What the exercise asks — In the records below, find the lines that include "above" and copy each.

==== Available data ====

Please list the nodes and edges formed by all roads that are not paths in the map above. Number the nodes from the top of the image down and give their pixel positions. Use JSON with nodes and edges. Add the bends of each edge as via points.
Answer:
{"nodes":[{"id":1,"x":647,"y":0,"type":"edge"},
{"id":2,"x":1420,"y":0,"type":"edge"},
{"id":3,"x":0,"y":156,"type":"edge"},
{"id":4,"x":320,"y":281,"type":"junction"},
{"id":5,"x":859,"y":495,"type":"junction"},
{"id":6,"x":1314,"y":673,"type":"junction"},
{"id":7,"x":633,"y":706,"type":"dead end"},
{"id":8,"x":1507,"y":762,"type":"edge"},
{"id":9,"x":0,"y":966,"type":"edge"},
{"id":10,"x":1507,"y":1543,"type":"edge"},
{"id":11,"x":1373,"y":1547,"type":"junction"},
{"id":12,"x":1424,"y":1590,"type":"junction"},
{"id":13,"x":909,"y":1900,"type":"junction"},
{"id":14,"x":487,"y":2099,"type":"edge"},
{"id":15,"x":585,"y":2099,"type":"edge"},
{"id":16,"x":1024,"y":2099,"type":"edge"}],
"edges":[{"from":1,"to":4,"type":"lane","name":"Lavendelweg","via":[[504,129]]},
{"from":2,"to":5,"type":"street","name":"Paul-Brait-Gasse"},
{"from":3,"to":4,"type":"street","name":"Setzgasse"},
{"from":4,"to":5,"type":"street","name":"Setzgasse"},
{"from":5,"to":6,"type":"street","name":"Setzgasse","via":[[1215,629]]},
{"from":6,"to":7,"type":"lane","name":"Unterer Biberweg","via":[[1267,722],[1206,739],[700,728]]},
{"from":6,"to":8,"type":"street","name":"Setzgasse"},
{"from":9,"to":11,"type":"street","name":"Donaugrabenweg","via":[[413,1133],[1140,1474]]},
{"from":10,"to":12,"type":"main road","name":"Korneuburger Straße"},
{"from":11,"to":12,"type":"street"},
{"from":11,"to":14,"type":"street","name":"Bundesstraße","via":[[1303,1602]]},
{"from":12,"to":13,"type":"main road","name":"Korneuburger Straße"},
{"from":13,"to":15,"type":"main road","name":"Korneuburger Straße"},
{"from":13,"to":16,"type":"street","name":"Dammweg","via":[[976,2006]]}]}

====
==== Available data ====

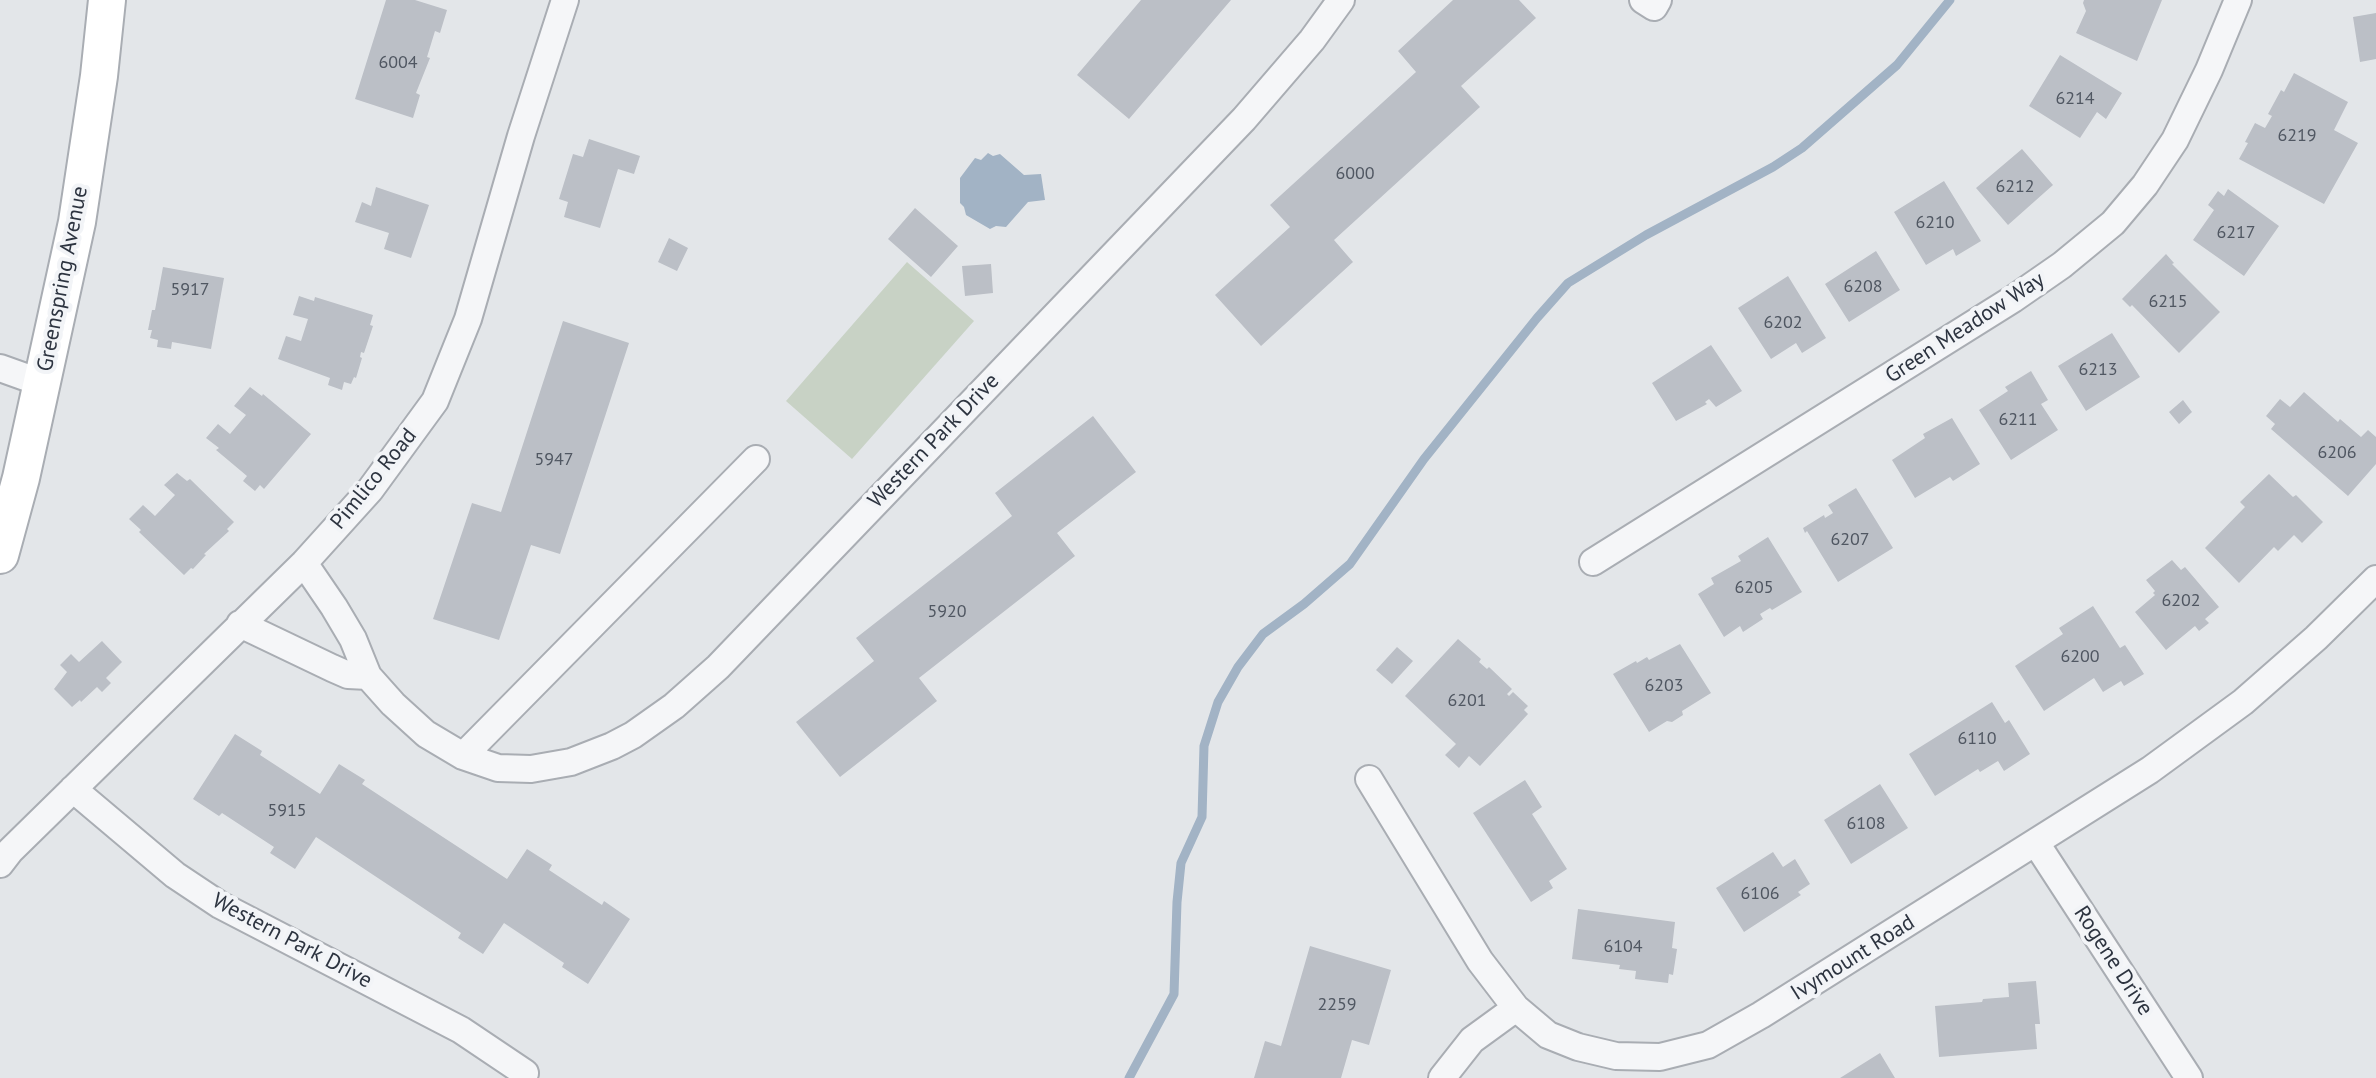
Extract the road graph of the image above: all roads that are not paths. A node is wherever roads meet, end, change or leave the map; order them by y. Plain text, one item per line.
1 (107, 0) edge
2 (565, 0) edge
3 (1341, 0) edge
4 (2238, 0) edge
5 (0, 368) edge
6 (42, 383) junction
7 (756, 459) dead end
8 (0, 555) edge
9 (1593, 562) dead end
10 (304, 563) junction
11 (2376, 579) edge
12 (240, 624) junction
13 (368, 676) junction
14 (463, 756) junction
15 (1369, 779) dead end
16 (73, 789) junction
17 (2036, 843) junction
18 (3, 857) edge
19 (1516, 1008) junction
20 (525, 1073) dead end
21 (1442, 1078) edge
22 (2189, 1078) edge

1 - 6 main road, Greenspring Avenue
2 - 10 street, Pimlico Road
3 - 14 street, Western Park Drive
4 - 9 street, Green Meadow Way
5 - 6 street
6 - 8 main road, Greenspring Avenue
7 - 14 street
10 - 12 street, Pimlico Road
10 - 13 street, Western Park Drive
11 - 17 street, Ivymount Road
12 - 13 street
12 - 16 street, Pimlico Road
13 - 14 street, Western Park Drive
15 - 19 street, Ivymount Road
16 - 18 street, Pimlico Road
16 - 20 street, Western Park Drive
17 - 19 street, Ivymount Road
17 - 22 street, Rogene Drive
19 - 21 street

====

Exercise answer —
Please list the nodes and edges formed by all roads that are not paths in the map above. Number the nodes from the top of the image down and give their pixel positions. Use JSON with nodes and edges. Add the bends of each edge as via points.
Extract the road graph of the image above: all roads that are not paths. A node is wherever roads meet, end, change or leave the map; order them by y. Plain text, one item per line.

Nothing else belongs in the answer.